Kiplinger's Personal Finance magazine says New Orleans is the country's best city for retirees.
That's got to be a matter of pride for New Orleans' Mayor Mitch Landrieu, who actively promoted Louisiana as a great state in which to retire when he was the Lieutenant Governor.
Now, his city tops a list as the best place for those in their golden years to settle down.
Kiplinger's says retirees are finding a lot to like here...affordable health care, low property taxes and tax breaks for retirees.
And, apparently, they're willing to put up with the high humidity and an occasional hurricane.
"Overall, it's a very favorable climate. No snow to deal with which is very high on many retirees' lists," says Kiplinger's Senior Editor Mark Solheim.
He says they were well aware of the city's bad reputation for crime.
"But, we looked a little more closely and decided that the high murder rate is, in fact, something that most of the population doesn't deal with. And property crimes track close to the national average."
Solheim says what retirees do want to deal with are the numerous festivals in the area and some of the country's best food.
And, they have the means to enjoy those things.
"Wherever they come from, they bring their income with them. They'll bring their social security, their pensions and spend that money in the area."

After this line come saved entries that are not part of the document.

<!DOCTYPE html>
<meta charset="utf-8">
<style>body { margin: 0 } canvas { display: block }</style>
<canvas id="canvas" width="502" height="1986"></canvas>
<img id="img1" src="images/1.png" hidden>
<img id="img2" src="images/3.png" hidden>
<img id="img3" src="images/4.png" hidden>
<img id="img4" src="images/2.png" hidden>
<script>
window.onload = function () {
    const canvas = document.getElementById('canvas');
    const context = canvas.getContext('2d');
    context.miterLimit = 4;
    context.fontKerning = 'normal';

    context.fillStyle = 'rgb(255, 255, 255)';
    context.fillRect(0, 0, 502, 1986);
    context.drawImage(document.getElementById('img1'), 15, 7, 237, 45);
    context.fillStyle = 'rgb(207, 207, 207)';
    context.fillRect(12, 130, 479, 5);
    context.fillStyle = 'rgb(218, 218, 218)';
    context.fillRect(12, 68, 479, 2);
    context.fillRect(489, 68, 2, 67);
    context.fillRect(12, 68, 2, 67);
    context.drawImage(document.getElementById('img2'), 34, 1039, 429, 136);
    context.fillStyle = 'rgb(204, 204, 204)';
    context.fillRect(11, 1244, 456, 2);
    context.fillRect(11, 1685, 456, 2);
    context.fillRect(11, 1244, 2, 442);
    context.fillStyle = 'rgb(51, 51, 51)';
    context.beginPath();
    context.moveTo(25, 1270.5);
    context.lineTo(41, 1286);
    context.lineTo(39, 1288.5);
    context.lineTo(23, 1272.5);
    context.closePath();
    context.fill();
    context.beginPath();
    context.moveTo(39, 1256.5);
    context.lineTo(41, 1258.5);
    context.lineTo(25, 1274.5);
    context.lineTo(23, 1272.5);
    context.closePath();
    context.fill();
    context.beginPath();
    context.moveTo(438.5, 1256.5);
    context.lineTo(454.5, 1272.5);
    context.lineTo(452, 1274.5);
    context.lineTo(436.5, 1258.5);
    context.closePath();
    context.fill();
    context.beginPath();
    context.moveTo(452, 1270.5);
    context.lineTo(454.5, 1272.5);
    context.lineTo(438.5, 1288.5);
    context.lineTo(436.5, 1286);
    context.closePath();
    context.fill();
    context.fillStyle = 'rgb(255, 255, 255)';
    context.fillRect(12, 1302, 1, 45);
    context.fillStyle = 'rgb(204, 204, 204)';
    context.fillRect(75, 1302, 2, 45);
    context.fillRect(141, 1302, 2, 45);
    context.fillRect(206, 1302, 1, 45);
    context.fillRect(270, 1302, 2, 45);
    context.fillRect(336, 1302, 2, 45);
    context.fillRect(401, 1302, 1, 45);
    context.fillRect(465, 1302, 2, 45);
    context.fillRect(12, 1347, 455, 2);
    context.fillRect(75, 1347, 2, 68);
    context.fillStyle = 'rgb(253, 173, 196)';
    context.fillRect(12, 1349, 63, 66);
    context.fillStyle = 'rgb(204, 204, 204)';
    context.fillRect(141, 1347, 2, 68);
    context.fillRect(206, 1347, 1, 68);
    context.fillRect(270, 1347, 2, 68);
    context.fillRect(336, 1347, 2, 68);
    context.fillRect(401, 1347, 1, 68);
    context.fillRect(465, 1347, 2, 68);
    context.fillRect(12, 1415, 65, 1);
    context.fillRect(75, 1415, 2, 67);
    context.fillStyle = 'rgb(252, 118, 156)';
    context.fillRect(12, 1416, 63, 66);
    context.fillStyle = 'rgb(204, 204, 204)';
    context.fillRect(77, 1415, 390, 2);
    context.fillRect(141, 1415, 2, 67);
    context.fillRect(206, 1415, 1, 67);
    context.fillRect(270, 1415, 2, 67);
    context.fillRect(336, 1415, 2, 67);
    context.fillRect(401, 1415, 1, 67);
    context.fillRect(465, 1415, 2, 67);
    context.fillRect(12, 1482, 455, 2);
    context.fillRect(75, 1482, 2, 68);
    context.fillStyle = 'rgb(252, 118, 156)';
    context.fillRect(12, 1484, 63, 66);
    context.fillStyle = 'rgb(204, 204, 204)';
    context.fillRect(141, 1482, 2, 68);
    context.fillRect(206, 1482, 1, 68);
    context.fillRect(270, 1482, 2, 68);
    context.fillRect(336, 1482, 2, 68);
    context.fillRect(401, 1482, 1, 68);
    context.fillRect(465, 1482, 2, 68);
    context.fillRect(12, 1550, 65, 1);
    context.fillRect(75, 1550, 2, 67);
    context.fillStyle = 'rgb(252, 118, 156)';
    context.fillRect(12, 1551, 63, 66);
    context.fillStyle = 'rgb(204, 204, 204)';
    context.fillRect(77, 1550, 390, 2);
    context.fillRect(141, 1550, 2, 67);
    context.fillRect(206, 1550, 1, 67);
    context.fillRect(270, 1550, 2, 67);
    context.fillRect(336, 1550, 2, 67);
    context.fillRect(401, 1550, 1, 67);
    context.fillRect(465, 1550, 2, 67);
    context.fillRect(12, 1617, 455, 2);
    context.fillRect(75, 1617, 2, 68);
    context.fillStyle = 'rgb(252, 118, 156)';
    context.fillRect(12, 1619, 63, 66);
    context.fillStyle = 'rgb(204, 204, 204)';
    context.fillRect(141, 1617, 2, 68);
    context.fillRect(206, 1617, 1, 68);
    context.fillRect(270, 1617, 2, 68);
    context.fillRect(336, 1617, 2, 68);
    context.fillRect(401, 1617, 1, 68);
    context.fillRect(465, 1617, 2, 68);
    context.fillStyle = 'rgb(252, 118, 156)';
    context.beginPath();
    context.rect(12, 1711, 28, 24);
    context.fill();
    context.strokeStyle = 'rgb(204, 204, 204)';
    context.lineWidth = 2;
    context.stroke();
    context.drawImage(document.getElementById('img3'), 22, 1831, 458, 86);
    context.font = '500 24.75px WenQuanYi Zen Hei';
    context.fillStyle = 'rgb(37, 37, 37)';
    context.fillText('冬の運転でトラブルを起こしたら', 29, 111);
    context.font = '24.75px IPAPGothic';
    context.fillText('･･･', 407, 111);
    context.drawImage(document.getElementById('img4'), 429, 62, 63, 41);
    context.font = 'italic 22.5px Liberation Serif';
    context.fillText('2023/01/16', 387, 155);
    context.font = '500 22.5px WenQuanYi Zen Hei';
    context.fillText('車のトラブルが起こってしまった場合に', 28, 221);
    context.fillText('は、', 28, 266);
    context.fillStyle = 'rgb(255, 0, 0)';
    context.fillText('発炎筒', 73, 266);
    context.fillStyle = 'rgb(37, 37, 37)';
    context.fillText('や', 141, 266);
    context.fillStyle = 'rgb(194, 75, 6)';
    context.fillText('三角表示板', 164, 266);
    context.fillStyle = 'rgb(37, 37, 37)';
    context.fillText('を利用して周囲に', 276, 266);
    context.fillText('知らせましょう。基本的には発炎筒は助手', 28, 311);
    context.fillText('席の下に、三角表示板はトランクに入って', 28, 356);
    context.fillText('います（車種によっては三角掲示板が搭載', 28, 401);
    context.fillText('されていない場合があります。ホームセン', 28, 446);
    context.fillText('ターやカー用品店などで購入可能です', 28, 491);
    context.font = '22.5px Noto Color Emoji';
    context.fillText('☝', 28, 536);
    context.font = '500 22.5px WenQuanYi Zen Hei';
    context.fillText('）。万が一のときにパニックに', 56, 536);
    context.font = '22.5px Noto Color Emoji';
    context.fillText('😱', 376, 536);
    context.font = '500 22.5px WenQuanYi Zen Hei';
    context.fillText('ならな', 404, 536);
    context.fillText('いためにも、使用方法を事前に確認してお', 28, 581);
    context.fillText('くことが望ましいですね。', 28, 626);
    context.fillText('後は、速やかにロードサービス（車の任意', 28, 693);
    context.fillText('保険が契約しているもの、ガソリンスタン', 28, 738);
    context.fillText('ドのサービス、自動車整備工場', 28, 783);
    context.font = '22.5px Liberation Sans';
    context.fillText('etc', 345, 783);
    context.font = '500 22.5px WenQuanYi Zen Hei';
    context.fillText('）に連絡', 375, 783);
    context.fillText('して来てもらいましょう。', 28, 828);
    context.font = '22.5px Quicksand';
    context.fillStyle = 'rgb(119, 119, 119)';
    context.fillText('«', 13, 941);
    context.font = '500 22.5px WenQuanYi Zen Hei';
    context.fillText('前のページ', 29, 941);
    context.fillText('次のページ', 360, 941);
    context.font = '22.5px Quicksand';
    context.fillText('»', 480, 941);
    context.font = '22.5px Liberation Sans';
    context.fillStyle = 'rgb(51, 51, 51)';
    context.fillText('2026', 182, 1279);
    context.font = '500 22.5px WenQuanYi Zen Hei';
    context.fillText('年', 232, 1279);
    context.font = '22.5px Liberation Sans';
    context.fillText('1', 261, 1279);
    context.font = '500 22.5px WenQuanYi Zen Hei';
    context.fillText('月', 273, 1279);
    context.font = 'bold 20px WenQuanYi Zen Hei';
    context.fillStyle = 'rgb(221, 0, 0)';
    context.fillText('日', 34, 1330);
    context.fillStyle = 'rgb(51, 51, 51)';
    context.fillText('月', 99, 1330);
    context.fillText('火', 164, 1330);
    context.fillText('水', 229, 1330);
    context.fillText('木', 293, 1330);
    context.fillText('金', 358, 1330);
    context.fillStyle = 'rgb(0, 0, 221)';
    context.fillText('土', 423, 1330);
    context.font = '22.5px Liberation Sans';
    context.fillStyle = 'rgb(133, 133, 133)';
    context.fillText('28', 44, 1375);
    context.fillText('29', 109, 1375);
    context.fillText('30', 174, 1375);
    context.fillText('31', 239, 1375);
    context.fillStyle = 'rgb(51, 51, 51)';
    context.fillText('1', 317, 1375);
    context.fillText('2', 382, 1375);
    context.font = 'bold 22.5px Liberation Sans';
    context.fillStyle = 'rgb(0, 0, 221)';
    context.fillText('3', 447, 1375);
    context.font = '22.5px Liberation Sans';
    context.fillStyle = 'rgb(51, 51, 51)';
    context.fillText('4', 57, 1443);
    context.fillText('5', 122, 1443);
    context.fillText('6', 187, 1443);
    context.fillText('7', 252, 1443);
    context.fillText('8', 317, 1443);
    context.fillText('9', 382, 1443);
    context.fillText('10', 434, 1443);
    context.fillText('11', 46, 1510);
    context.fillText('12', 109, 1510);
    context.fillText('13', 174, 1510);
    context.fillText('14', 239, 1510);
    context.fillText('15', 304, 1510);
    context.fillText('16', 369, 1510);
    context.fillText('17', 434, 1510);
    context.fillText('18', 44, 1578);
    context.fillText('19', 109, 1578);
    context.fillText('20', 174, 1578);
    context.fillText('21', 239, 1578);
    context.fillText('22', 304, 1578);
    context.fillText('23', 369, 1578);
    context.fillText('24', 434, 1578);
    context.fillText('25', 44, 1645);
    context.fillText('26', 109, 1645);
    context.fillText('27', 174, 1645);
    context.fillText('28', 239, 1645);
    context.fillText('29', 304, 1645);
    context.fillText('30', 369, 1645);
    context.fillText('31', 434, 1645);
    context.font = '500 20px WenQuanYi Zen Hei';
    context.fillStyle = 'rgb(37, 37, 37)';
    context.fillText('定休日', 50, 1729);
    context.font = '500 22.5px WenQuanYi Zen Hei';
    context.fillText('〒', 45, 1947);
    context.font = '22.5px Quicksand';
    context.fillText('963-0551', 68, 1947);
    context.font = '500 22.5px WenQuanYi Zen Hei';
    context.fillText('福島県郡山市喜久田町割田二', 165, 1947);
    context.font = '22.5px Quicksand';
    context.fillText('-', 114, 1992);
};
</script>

Solheim says retirees already living here also cite the friendliness of the people and the ease of getting to where they want to go.

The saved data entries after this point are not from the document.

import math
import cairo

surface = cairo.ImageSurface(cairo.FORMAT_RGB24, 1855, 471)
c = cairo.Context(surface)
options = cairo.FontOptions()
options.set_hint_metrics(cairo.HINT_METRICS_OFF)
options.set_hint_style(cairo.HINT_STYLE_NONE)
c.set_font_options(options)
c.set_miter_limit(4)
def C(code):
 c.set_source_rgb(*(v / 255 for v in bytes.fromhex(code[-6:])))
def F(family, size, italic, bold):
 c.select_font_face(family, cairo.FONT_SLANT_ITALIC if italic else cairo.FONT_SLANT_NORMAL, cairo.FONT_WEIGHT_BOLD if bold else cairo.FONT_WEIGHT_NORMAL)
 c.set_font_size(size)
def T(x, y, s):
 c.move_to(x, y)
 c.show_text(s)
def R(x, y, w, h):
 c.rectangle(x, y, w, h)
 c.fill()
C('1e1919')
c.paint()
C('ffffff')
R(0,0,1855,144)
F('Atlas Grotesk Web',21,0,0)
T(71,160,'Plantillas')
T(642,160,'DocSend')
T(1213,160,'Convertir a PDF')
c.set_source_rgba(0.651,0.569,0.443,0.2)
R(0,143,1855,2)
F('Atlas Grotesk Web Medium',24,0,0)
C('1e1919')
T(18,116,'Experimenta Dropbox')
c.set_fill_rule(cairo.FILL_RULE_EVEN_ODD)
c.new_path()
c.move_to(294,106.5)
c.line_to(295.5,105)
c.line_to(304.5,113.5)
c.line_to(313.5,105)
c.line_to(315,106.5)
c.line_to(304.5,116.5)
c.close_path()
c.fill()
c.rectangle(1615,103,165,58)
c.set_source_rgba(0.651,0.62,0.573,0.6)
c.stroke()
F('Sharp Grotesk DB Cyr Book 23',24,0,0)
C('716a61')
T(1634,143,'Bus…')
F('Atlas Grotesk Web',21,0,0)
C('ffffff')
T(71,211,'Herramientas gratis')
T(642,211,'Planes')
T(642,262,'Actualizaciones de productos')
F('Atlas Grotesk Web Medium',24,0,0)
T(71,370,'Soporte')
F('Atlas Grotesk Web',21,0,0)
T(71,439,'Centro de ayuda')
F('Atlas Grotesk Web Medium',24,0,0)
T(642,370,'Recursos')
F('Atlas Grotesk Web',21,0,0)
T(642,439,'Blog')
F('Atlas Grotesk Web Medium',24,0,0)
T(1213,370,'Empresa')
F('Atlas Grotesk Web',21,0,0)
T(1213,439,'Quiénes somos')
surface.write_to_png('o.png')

Apparently that applies to the entire metro area.
"There are some retirees who are going to the French Quarter. Not a lot. Some are going to the Garden District. But, we looked at the whole metropolitan area, so that includes Metairie and the Northshore," says Solheim.
And, he says the resident retirees tell him that New Orleans is just a fun place to be.
Kiplinger's says "Seven years after the monster hurricane and levee breaches, N'awlins has bounced back. The rebounding population has helped spawn a building boom of newly constructed and refurbished homes, as well as new infrastructure."